Drafted prose follows.

The previous section traced the swing's logic in the abstract. This section watches it touch ground, because an organisation does not adopt a syllogism. It adopts a process — and the process is where the abstract error becomes a concrete instruction that lands in an engineer's inbox.

The instruction, in the cases I am observing, takes a recognisable form. An engineer is expected to participate in stakeholder discussions about a desired feature, then to write that feature up into what is called an "AI-ready prompt" — a thorough, structured description complete enough for an agent to implement against. The requirement and an accompanying time estimate are then approved by the appropriate stakeholders and technical people. Once approved, the engineer "goes off and gets the work done." The language is new. The shape is not.

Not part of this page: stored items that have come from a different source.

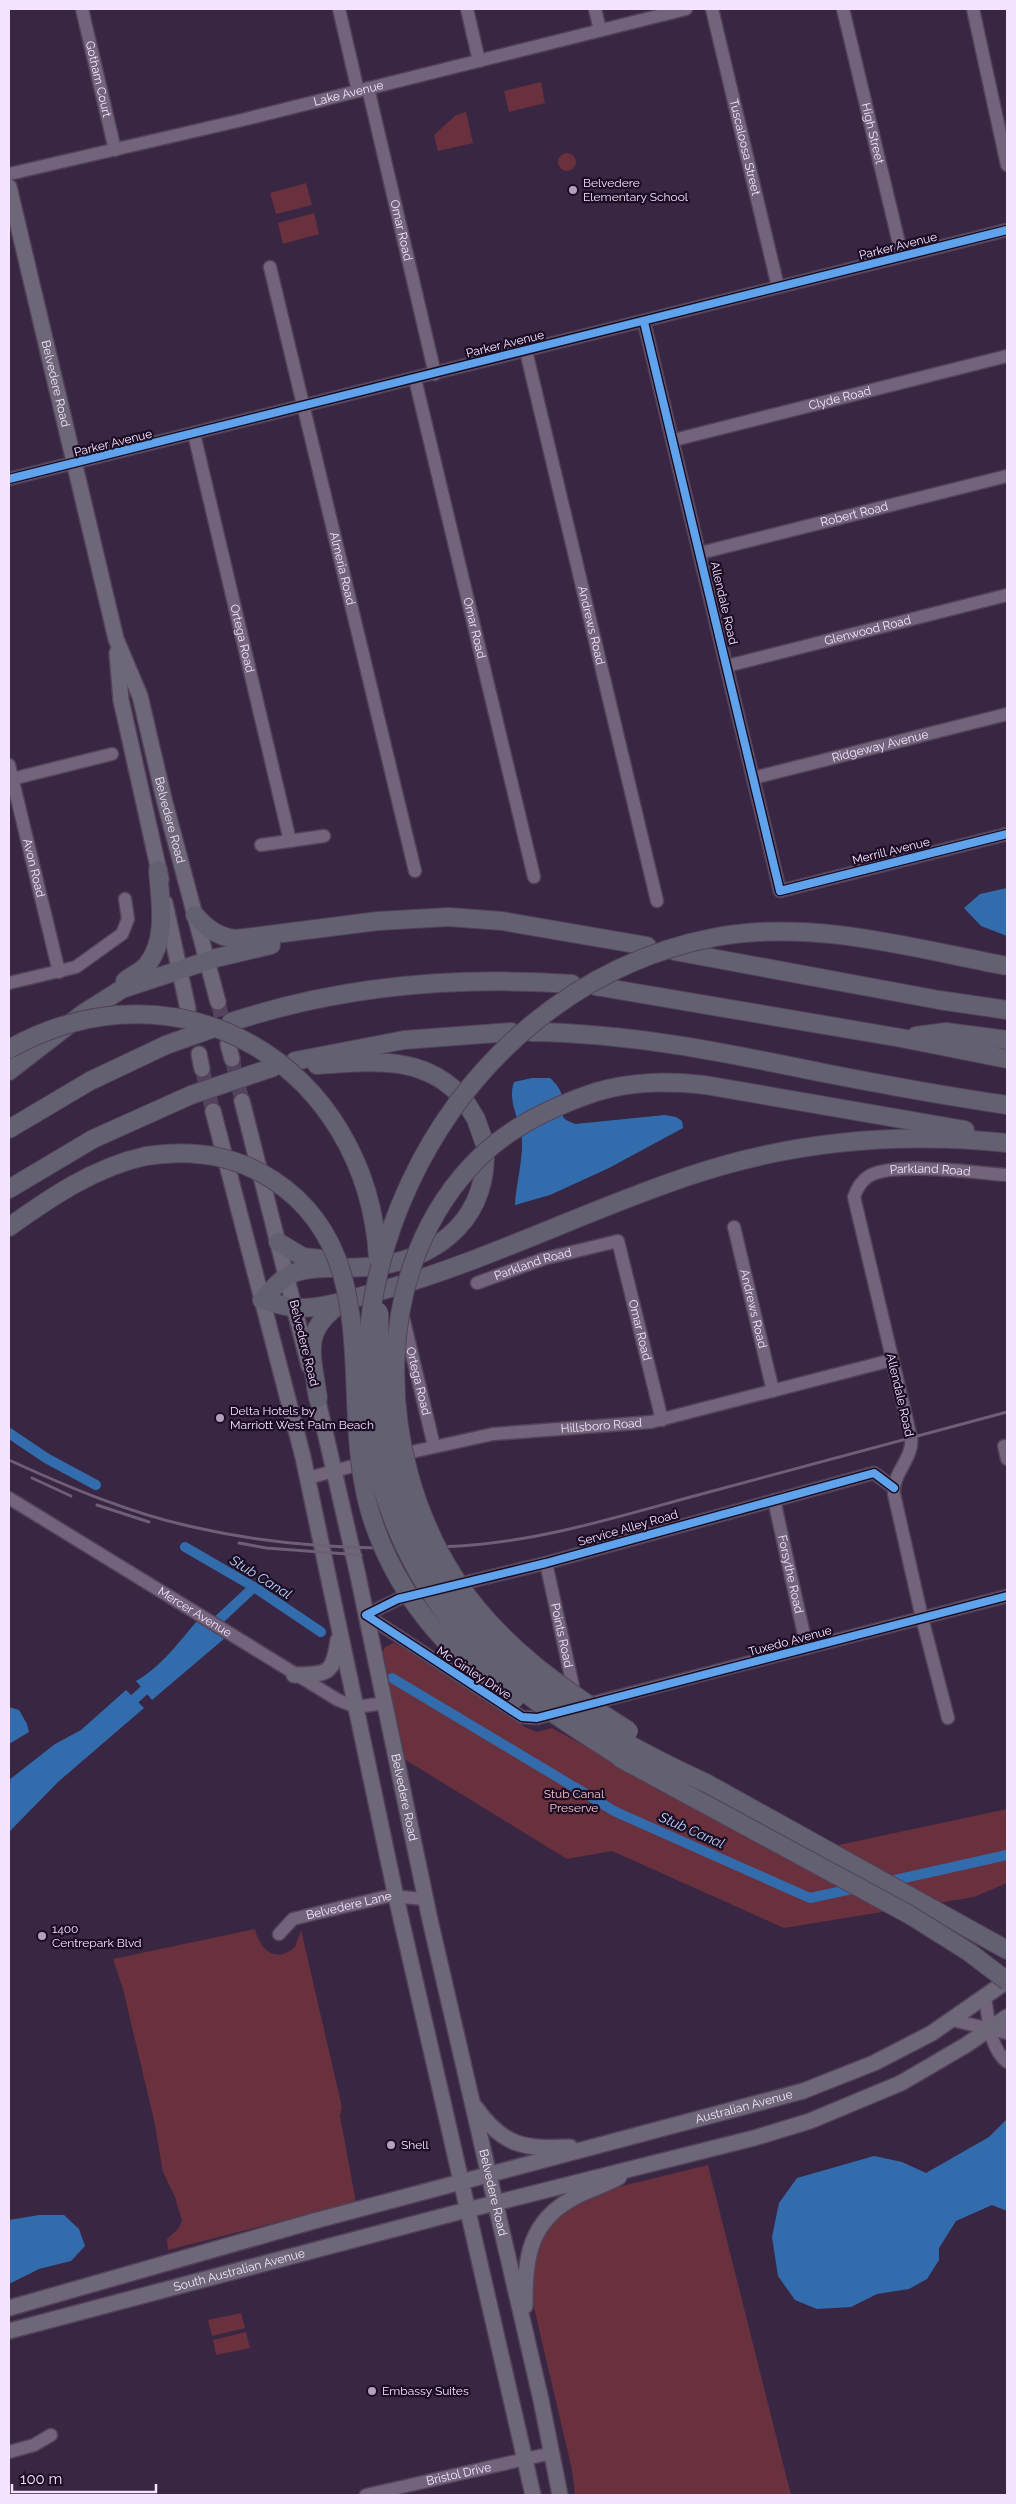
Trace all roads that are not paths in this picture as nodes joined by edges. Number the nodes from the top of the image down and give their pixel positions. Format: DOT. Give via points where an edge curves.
graph roads {
  1 [pos="82,9"];
  2 [pos="339,9"];
  3 [pos="467,9"];
  4 [pos="595,9"];
  5 [pos="686,9"];
  6 [pos="712,9"];
  7 [pos="843,9"];
  8 [pos="973,9"];
  9 [pos="600,30"];
  10 [pos="479,60"];
  11 [pos="363,90"];
  12 [pos="115,150"];
  13 [pos="1007,165"];
  14 [pos="9,174"];
  15 [pos="9,187"];
  16 [pos="1007,230"];
  17 [pos="902,256"];
  18 [pos="270,266"];
  19 [pos="778,287"];
  20 [pos="644,322"];
  21 [pos="526,351"];
  22 [pos="1007,356"];
  23 [pos="435,374"];
  24 [pos="415,379"];
  25 [pos="305,406"];
  26 [pos="194,434"];
  27 [pos="674,440"];
  28 [pos="74,464"];
  29 [pos="1007,476"];
  30 [pos="9,479"];
  31 [pos="700,553"];
  32 [pos="1007,595"];
  33 [pos="116,639"];
  34 [pos="727,666"];
  35 [pos="1007,714"];
  36 [pos="112,754"];
  37 [pos="9,765"];
  38 [pos="753,778"];
  39 [pos="12,779"];
  40 [pos="1007,834"];
  41 [pos="324,836"];
  42 [pos="290,841"];
  43 [pos="262,845"];
  44 [pos="158,870"];
  45 [pos="415,871"];
  46 [pos="534,877"];
  47 [pos="780,891"];
  48 [pos="126,899"];
  49 [pos="657,901"];
  50 [pos="195,915"];
  51 [pos="344,926"];
  52 [pos="647,946"];
  53 [pos="674,951"];
  54 [pos="208,961"];
  55 [pos="1007,966"];
  56 [pos="180,970"];
  57 [pos="59,972"];
  58 [pos="9,983"];
  59 [pos="572,984"];
  60 [pos="595,986"];
  61 [pos="106,998"];
  62 [pos="218,1002"];
  63 [pos="188,1009"];
  64 [pos="1007,1010"];
  65 [pos="231,1022"];
  66 [pos="211,1029"];
  67 [pos="511,1032"];
  68 [pos="531,1032"];
  69 [pos="901,1038"];
  70 [pos="1007,1040"];
  71 [pos="228,1044"];
  72 [pos="9,1049"];
  73 [pos="232,1059"];
  74 [pos="1007,1059"];
  75 [pos="285,1065"];
  76 [pos="9,1072"];
  77 [pos="242,1101"];
  78 [pos="1007,1106"];
  79 [pos="213,1111"];
  80 [pos="9,1129"];
  81 [pos="1007,1139"];
  82 [pos="1007,1143"];
  83 [pos="1007,1176"];
  84 [pos="858,1186"];
  85 [pos="9,1189"];
  86 [pos="9,1227"];
  87 [pos="734,1227"];
  88 [pos="618,1241"];
  89 [pos="278,1242"];
  90 [pos="396,1263"];
  91 [pos="287,1276"];
  92 [pos="477,1283"];
  93 [pos="262,1300"];
  94 [pos="347,1300"];
  95 [pos="294,1307"];
  96 [pos="403,1317"];
  97 [pos="892,1360"];
  98 [pos="773,1391"];
  99 [pos="318,1398"];
  100 [pos="662,1420"];
  101 [pos="434,1446"];
  102 [pos="1004,1446"];
  103 [pos="1007,1459"];
  104 [pos="335,1471"];
  105 [pos="308,1478"];
  106 [pos="894,1488"];
  107 [pos="9,1498"];
  108 [pos="774,1500"];
  109 [pos="546,1563"];
  110 [pos="1007,1596"];
  111 [pos="366,1615"];
  112 [pos="922,1618"];
  113 [pos="340,1626"];
  114 [pos="808,1648"];
  115 [pos="294,1675"];
  116 [pos="385,1703"];
  117 [pos="356,1707"];
  118 [pos="578,1707"];
  119 [pos="948,1718"];
  120 [pos="631,1764"];
  121 [pos="706,1783"];
  122 [pos="396,1897"];
  123 [pos="425,1899"];
  124 [pos="278,1934"];
  125 [pos="1007,1950"];
  126 [pos="1007,1981"];
  127 [pos="985,1998"];
  128 [pos="1007,2017"];
  129 [pos="952,2020"];
  130 [pos="991,2029"];
  131 [pos="1007,2032"];
  132 [pos="1007,2062"];
  133 [pos="472,2102"];
  134 [pos="602,2146"];
  135 [pos="635,2168"];
  136 [pos="488,2174"];
  137 [pos="461,2182"];
  138 [pos="495,2203"];
  139 [pos="468,2210"];
  140 [pos="9,2308"];
  141 [pos="9,2331"];
  142 [pos="525,2332"];
  143 [pos="51,2435"];
  144 [pos="9,2452"];
  145 [pos="552,2453"];
  146 [pos="525,2459"];
  147 [pos="366,2495"];
  148 [pos="533,2495"];
  149 [pos="560,2495"];
  1 -- 12 [label="street, Gotham Court"];
  2 -- 11 [label="street, Omar Road"];
  3 -- 10 [label="street"];
  4 -- 9 [label="street"];
  5 -- 9 [label="street, Lake Avenue"];
  6 -- 19 [label="street, Tuscaloosa Street"];
  7 -- 17 [label="street, High Street"];
  8 -- 13 [label="street"];
  9 -- 10 [label="street, Lake Avenue"];
  10 -- 11 [label="street, Lake Avenue"];
  11 -- 12 [label="street, Lake Avenue"];
  11 -- 23 [label="street, Omar Road"];
  12 -- 14 [label="street, Lake Avenue"];
  15 -- 28 [label="main road, Belvedere Road"];
  16 -- 17 [label="street, Parker Avenue"];
  17 -- 19 [label="street, Parker Avenue"];
  18 -- 25 [label="street, Almeria Road"];
  19 -- 20 [label="street, Parker Avenue"];
  20 -- 21 [label="street, Parker Avenue"];
  20 -- 27 [label="street, Allendale Road"];
  21 -- 23 [label="street, Parker Avenue"];
  21 -- 49 [label="street, Andrews Road"];
  22 -- 27 [label="street, Clyde Road"];
  23 -- 24 [label="street, Parker Avenue"];
  24 -- 25 [label="street, Parker Avenue"];
  24 -- 46 [label="street, Omar Road"];
  25 -- 26 [label="street, Parker Avenue"];
  25 -- 45 [label="street, Almeria Road"];
  26 -- 28 [label="street, Parker Avenue"];
  26 -- 42 [label="street, Ortega Road"];
  27 -- 31 [label="street, Allendale Road"];
  28 -- 30 [label="street, Parker Avenue"];
  28 -- 33 [label="main road, Belvedere Road"];
  29 -- 31 [label="street, Robert Road"];
  31 -- 34 [label="street, Allendale Road"];
  32 -- 34 [label="street, Glenwood Road"];
  33 -- 44 [label="main road, Belvedere Road" via="121,700"];
  33 -- 50 [label="main road, Belvedere Road" via="140,696"];
  34 -- 38 [label="street, Allendale Road"];
  35 -- 38 [label="street, Ridgeway Avenue"];
  36 -- 39 [label="street"];
  37 -- 39 [label="street, Avon Road"];
  38 -- 47 [label="street, Allendale Road"];
  39 -- 57 [label="street, Avon Road"];
  40 -- 47 [label="street, Merrill Avenue"];
  41 -- 42 [label="street"];
  42 -- 43 [label="street"];
  44 -- 56 [label="main road, Belvedere Road"];
  44 -- 61 [label="highway" via="161,925 156,947 147,964"];
  48 -- 57 [label="street" via="128,919 122,934 76,968"];
  50 -- 51 [label="highway" via="215,933 236,939"];
  50 -- 54 [label="main road, Belvedere Road"];
  51 -- 52 [label="highway" via="415,918 467,917"];
  51 -- 54 [label="highway"];
  53 -- 64 [label="highway"];
  54 -- 56 [label="highway"];
  54 -- 62 [label="main road, Belvedere Road"];
  55 -- 120 [label="highway, bridge" via="865,939 795,932 733,934 692,942 651,956 598,980 559,1004 504,1051 452,1110 404,1195 382,1260 371,1308 366,1351 366,1396 371,1437 380,1477 399,1533 433,1595 462,1634 493,1667 548,1711"];
  56 -- 61 [label="highway" via="135,984"];
  56 -- 63 [label="main road, Belvedere Road"];
  57 -- 58 [label="street"];
  59 -- 65 [label="highway" via="500,981 422,984 359,992"];
  60 -- 69 [label="highway"];
  61 -- 76 [label="highway"];
  66 -- 80 [label="highway, bridge" via="166,1045 67,1093"];
  67 -- 75 [label="highway" via="404,1040"];
  68 -- 78 [label="highway" via="591,1034 669,1043"];
  69 -- 70 [label="highway" via="946,1032"];
  69 -- 74 [label="highway"];
  71 -- 73 [label="main road"];
  72 -- 121 [label="highway, bridge" via="79,1020 117,1014 163,1015 206,1025 243,1040 272,1056 299,1079 343,1137 369,1200 378,1254 381,1386 387,1442 407,1516 431,1566 470,1624 522,1674 598,1727"];
  75 -- 85 [label="highway, bridge" via="191,1094 93,1139"];
  75 -- 90 [label="highway" via="380,1061 404,1064 429,1072 461,1096 476,1119 484,1150 479,1192 472,1209 455,1231 424,1253"];
  77 -- 89 [label="main road, Belvedere Road"];
  79 -- 93 [label="main road"];
  81 -- 121 [label="highway, bridge" via="705,1085 640,1082 596,1092 545,1112 496,1143 456,1182 427,1228 411,1268 398,1330 396,1395 410,1480 434,1540 457,1581 486,1619 534,1666"];
  82 -- 94 [label="highway" via="926,1138 862,1140 753,1157 668,1183 435,1274"];
  83 -- 84 [label="street, Parkland Road" via="909,1167 870,1176"];
  84 -- 97 [label="street, Allendale Road" via="854,1197"];
  86 -- 120 [label="highway, bridge" via="88,1176 118,1163 146,1156 186,1153 228,1159 273,1180 291,1193 310,1212 333,1247 346,1284 352,1325 361,1472 376,1529 400,1582 438,1635 471,1667 538,1714"];
  87 -- 98 [label="street, Andrews Road"];
  88 -- 92 [label="street, Parkland Road" via="543,1259"];
  88 -- 100 [label="street, Omar Road"];
  89 -- 90 [label="highway" via="297,1255 313,1260"];
  89 -- 91 [label="main road, Belvedere Road"];
  90 -- 91 [label="highway" via="310,1270"];
  91 -- 93 [label="highway"];
  91 -- 95 [label="main road, Belvedere Road"];
  93 -- 95 [label="highway"];
  93 -- 105 [label="main road"];
  94 -- 95 [label="highway"];
  94 -- 99 [label="highway" via="329,1312 313,1334"];
  95 -- 99 [label="main road, Belvedere Road"];
  96 -- 101 [label="street, Ortega Road"];
  97 -- 98 [label="street, Hillsboro Road"];
  97 -- 106 [label="street, Allendale Road" via="912,1444"];
  98 -- 100 [label="street, Hillsboro Road"];
  99 -- 104 [label="main road, Belvedere Road"];
  100 -- 101 [label="street, Hillsboro Road" via="512,1432"];
  101 -- 104 [label="street, Hillsboro Road"];
  102 -- 103 [label="street"];
  104 -- 105 [label="street, Hillsboro Road"];
  104 -- 111 [label="main road, Belvedere Road"];
  105 -- 113 [label="main road"];
  106 -- 108 [label="street, Service Alley Road" via="874,1473"];
  106 -- 112 [label="street"];
  107 -- 115 [label="street, Mercer Avenue"];
  108 -- 109 [label="street, Service Alley Road"];
  108 -- 114 [label="street, Forsythe Road"];
  109 -- 111 [label="street, Service Alley Road" via="394,1601"];
  109 -- 118 [label="street, Points Road"];
  110 -- 112 [label="street, Tuxedo Avenue"];
  111 -- 116 [label="main road, Belvedere Road"];
  111 -- 118 [label="street, Mc Ginley Drive" via="522,1717 537,1718"];
  112 -- 114 [label="street, Tuxedo Avenue"];
  112 -- 119 [label="street"];
  113 -- 115 [label="main road" via="331,1669 321,1674"];
  113 -- 117 [label="main road"];
  114 -- 118 [label="street, Tuxedo Avenue"];
  115 -- 117 [label="street, Mercer Avenue"];
  116 -- 117 [label="street"];
  116 -- 123 [label="main road, Belvedere Road"];
  117 -- 122 [label="main road"];
  120 -- 126 [label="highway, bridge" via="910,1916"];
  121 -- 125 [label="highway"];
  122 -- 123 [label="street, Belvedere Lane"];
  122 -- 124 [label="street, Belvedere Lane" via="293,1919"];
  122 -- 137 [label="main road"];
  123 -- 133 [label="main road, Belvedere Road"];
  126 -- 127 [label="main road, Australian Avenue"];
  127 -- 129 [label="main road, Australian Avenue"];
  127 -- 130 [label="street"];
  128 -- 130 [label="main road"];
  129 -- 130 [label="street"];
  129 -- 134 [label="main road, Australian Avenue" via="874,2063 803,2091"];
  130 -- 131 [label="street"];
  130 -- 132 [label="street" via="997,2053"];
  130 -- 135 [label="main road" via="901,2083 856,2103 754,2138"];
  133 -- 134 [label="main road" via="496,2133 519,2145 538,2148"];
  133 -- 136 [label="main road, Belvedere Road"];
  134 -- 136 [label="main road, Australian Avenue"];
  135 -- 138 [label="main road"];
  135 -- 142 [label="main road" via="567,2202 547,2218 537,2232 526,2265"];
  136 -- 137 [label="main road, Australian Avenue"];
  136 -- 138 [label="main road, Belvedere Road"];
  137 -- 139 [label="main road"];
  137 -- 140 [label="main road, South Australian Avenue"];
  138 -- 139 [label="main road"];
  138 -- 142 [label="main road, Belvedere Road"];
  139 -- 141 [label="main road, South Australian Avenue"];
  139 -- 146 [label="main road"];
  142 -- 145 [label="main road, Belvedere Road"];
  143 -- 144 [label="street" via="34,2445"];
  145 -- 146 [label="street, Bristol Drive"];
  145 -- 149 [label="main road, Belvedere Road"];
  146 -- 147 [label="street, Bristol Drive"];
  146 -- 148 [label="main road"];
}
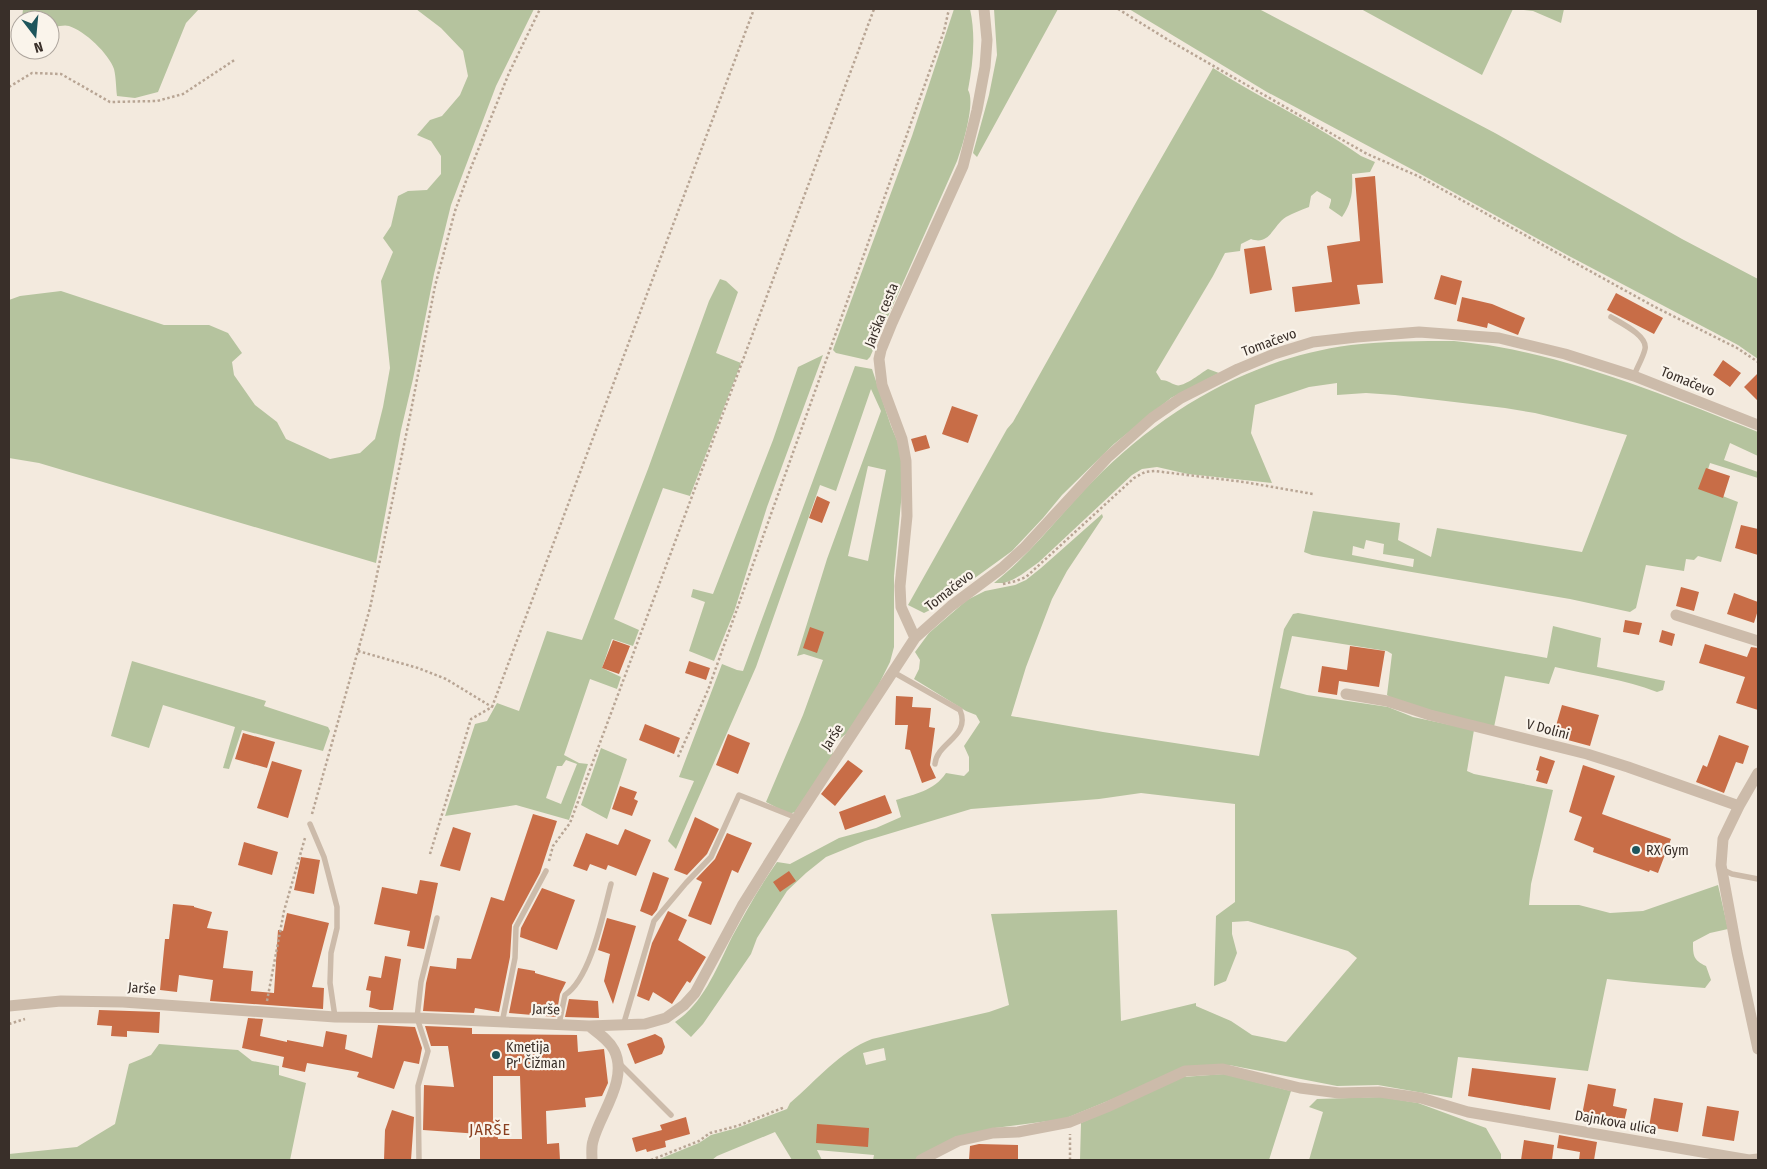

Let me name the shape directly, because naming it is most of the work of this section. The prompt is the specification. The approval is the phase gate. "Go off and get the work done" is the construction phase. What has been described, in the vocabulary of agents and prompts, is a sequential, document-driven, big-design-up-front process with a sign-off boundary between the deciding and the building. It is the precise structure the previous fifty years taught us to distrust, reconstituted out of new nouns. If you took this process to the seventeen people at Snowbird and stripped the word "AI" from it, they would recognise it instantly as the thing they met to argue against.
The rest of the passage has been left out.